__Work required__
Show every line of the material that follows in which the word "paths" occurs.

*** Block opens ***

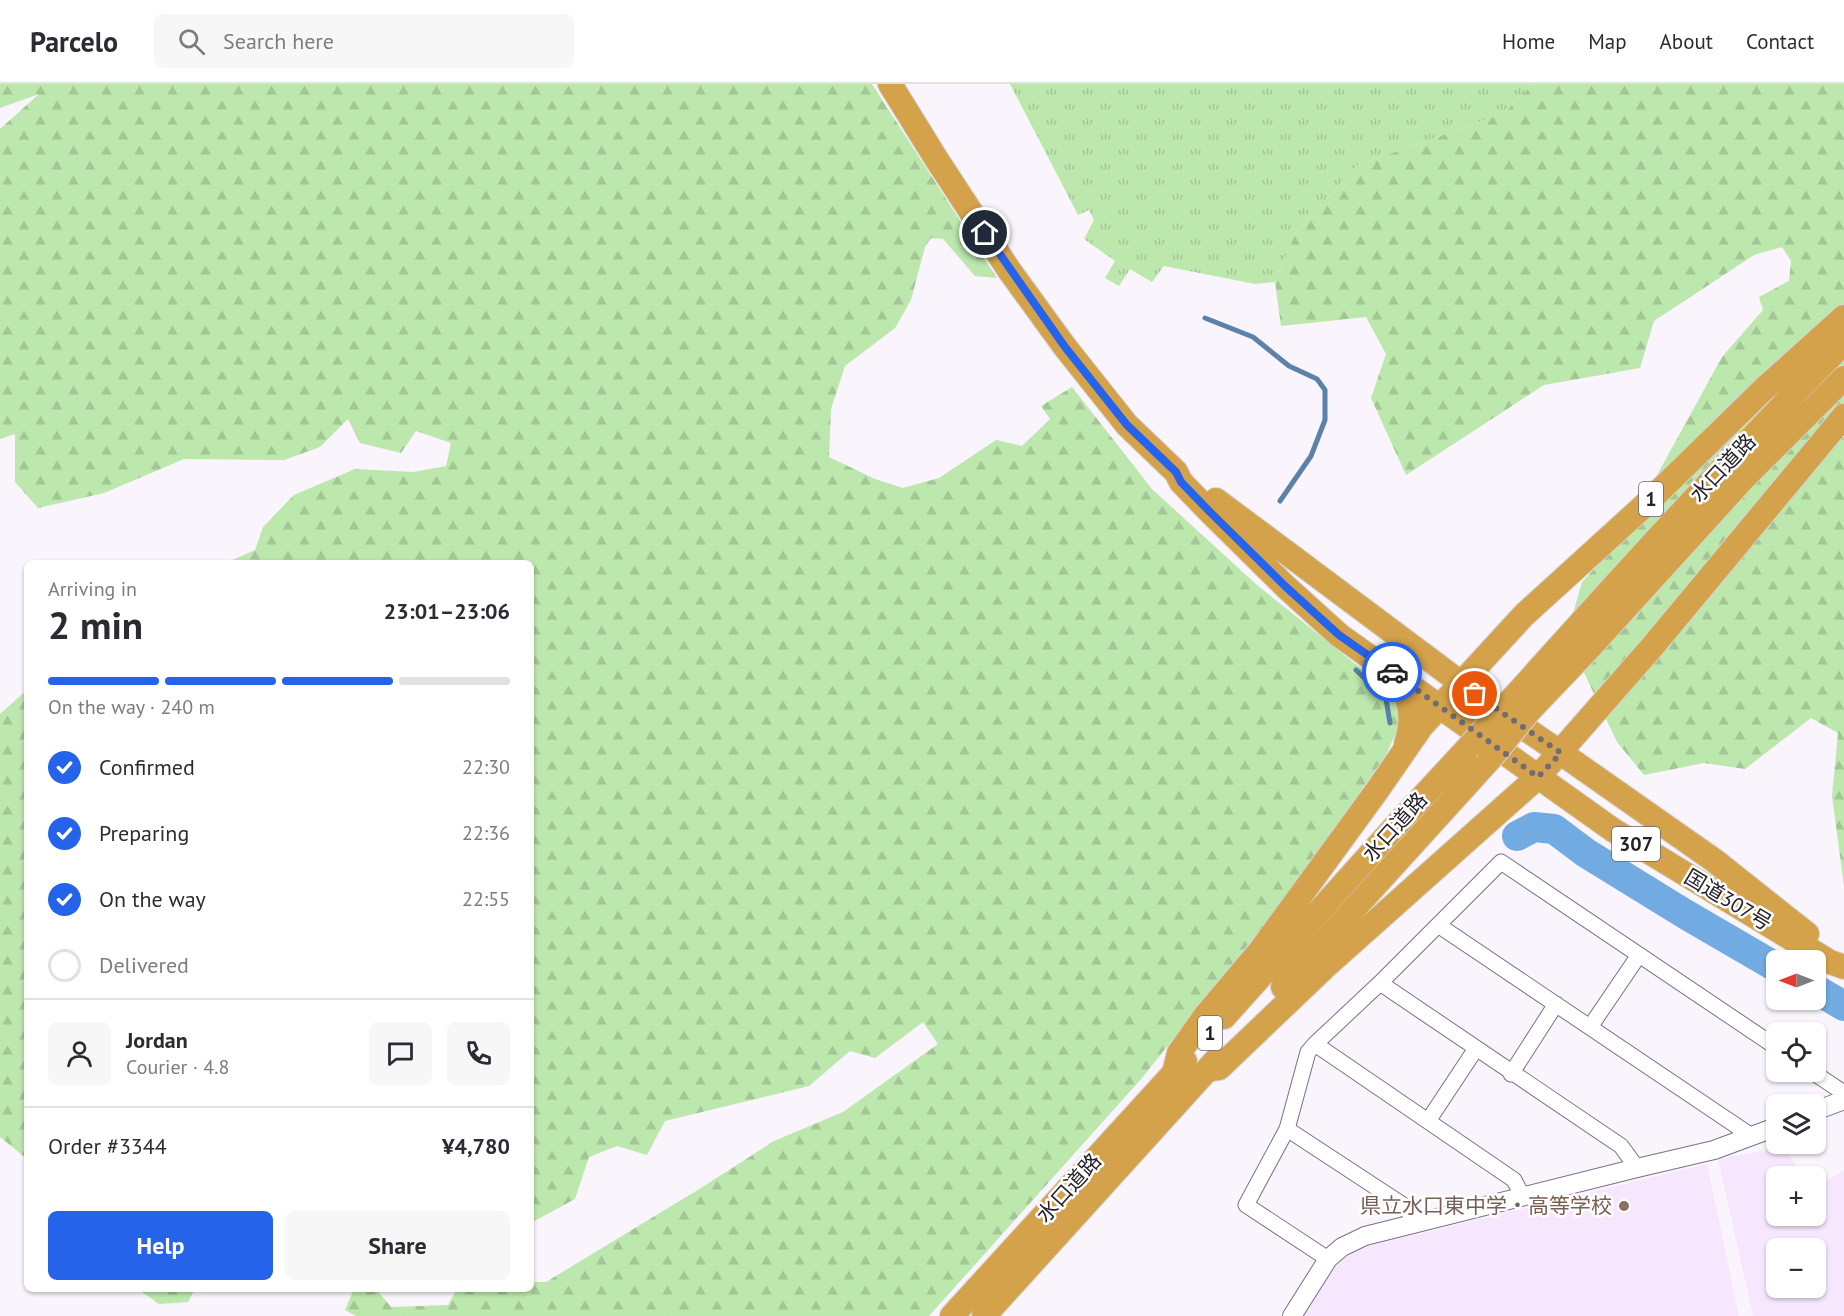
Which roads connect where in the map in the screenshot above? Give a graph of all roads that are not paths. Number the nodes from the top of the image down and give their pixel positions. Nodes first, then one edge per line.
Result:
1 (890, 84) edge
2 (1844, 317) edge
3 (1844, 343) edge
4 (1844, 378) edge
5 (1844, 416) edge
6 (1176, 472) junction
7 (1395, 674) junction
8 (1461, 683) junction
9 (1522, 704) junction
10 (1440, 706) junction
11 (1404, 750) junction
12 (1561, 753) junction
13 (1538, 777) junction
14 (1438, 925) junction
15 (1639, 955) junction
16 (1843, 966) edge
17 (1380, 984) junction
18 (1556, 1004) junction
19 (1590, 1027) junction
20 (1766, 1040) edge
21 (1314, 1044) junction
22 (1475, 1050) junction
23 (1207, 1071) junction
24 (1174, 1072) junction
25 (1511, 1074) junction
26 (1826, 1081) edge
27 (1844, 1093) edge
28 (1844, 1100) edge
29 (1826, 1107) edge
30 (1428, 1120) junction
31 (1287, 1129) junction
32 (1766, 1131) edge
33 (1753, 1137) junction
34 (1637, 1168) junction
35 (1523, 1197) junction
36 (1417, 1223) junction
37 (1328, 1259) junction
38 (952, 1316) edge
39 (984, 1316) edge
40 (1292, 1316) edge

1 - 6 highway, 307
2 - 8 highway, 1
3 - 9 highway, 水口道路 / 1
4 - 9 highway, 水口道路 / 1
5 - 12 highway, 1
6 - 7 highway, 307
6 - 8 highway, 307
7 - 10 highway, 307
7 - 11 highway
8 - 10 highway, 1
8 - 12 highway, 国道307号 / 307
9 - 23 highway, 水口道路 / 1, bridge
9 - 24 highway, 水口道路 / 1, bridge
10 - 11 highway, 1
10 - 13 highway, 国道307号 / 307
11 - 24 highway, 1
12 - 13 highway, 1
12 - 16 highway, 国道307号 / 307
13 - 16 highway, 国道307号 / 307
13 - 23 highway, 1
14 - 15 street
14 - 17 street
14 - 18 street
15 - 19 street
15 - 20 street
17 - 21 street
17 - 22 street
18 - 19 street
18 - 25 street
19 - 33 street
21 - 30 street
21 - 31 street
22 - 25 street
22 - 30 street
23 - 39 highway, 水口道路 / 1
24 - 38 highway, 水口道路 / 1
25 - 34 street
26 - 27 street
28 - 29 street
30 - 35 street
31 - 36 street
31 - 37 street
32 - 33 street
33 - 34 street
34 - 35 street
35 - 36 street
36 - 37 street
37 - 40 street

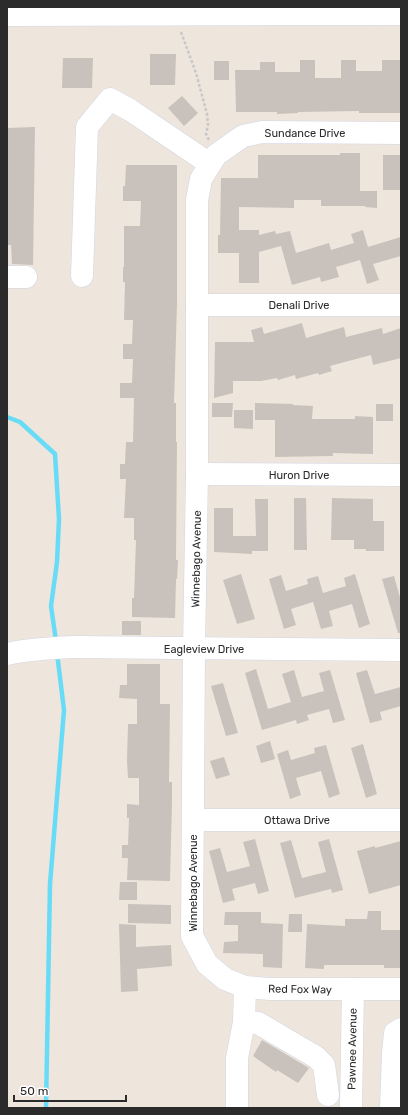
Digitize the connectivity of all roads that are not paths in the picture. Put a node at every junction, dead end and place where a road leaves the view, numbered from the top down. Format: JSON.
{"nodes":[{"id":1,"x":151,"y":10,"type":"edge"},
{"id":2,"x":18,"y":12,"type":"edge"},
{"id":3,"x":401,"y":14,"type":"edge"},
{"id":4,"x":401,"y":133,"type":"edge"},
{"id":5,"x":213,"y":160,"type":"junction"},
{"id":6,"x":82,"y":276,"type":"dead end"},
{"id":7,"x":197,"y":305,"type":"junction"},
{"id":8,"x":401,"y":305,"type":"edge"},
{"id":9,"x":198,"y":474,"type":"junction"},
{"id":10,"x":401,"y":475,"type":"edge"},
{"id":11,"x":194,"y":649,"type":"junction"},
{"id":12,"x":401,"y":650,"type":"edge"},
{"id":13,"x":7,"y":654,"type":"edge"},
{"id":14,"x":193,"y":820,"type":"junction"},
{"id":15,"x":401,"y":820,"type":"edge"},
{"id":16,"x":207,"y":964,"type":"joint"},
{"id":17,"x":245,"y":987,"type":"junction"},
{"id":18,"x":353,"y":989,"type":"junction"},
{"id":19,"x":401,"y":989,"type":"edge"},
{"id":20,"x":244,"y":1022,"type":"junction"},
{"id":21,"x":401,"y":1029,"type":"edge"},
{"id":22,"x":351,"y":1101,"type":"edge"},
{"id":23,"x":322,"y":1102,"type":"edge"},
{"id":24,"x":238,"y":1108,"type":"edge"},
{"id":25,"x":392,"y":1108,"type":"edge"}],
"edges":[{"from":1,"to":2,"type":"street"},
{"from":1,"to":3,"type":"street"},
{"from":4,"to":5,"type":"street","name":"Sundance Drive"},
{"from":5,"to":6,"type":"street"},
{"from":5,"to":7,"type":"street","name":"Winnebago Avenue"},
{"from":7,"to":8,"type":"street","name":"Denali Drive"},
{"from":7,"to":9,"type":"street","name":"Winnebago Avenue"},
{"from":9,"to":10,"type":"street","name":"Huron Drive"},
{"from":9,"to":11,"type":"street","name":"Winnebago Avenue"},
{"from":11,"to":12,"type":"street","name":"Eagleview Drive"},
{"from":11,"to":13,"type":"street","name":"Eagleview Drive"},
{"from":11,"to":14,"type":"street","name":"Winnebago Avenue"},
{"from":14,"to":15,"type":"street","name":"Ottawa Drive"},
{"from":14,"to":16,"type":"street","name":"Winnebago Avenue"},
{"from":16,"to":17,"type":"street","name":"Red Fox Way"},
{"from":17,"to":18,"type":"street","name":"Red Fox Way"},
{"from":17,"to":20,"type":"street"},
{"from":18,"to":19,"type":"street","name":"Red Fox Way"},
{"from":18,"to":22,"type":"street","name":"Pawnee Avenue"},
{"from":20,"to":23,"type":"street"},
{"from":20,"to":24,"type":"street"},
{"from":21,"to":25,"type":"street"},
{"from":22,"to":23,"type":"street"}]}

*** Block closes ***

__Output below__
Which roads connect where in the map in the screenshot above? Give a graph of all roads that are not paths. Number the nodes from the top of the image down and give their pixel positions. Nodes first, then one edge per line.
Digitize the connectivity of all roads that are not paths in the picture. Put a node at every junction, dead end and place where a road leaves the view, numbered from the top down. Format: JSON.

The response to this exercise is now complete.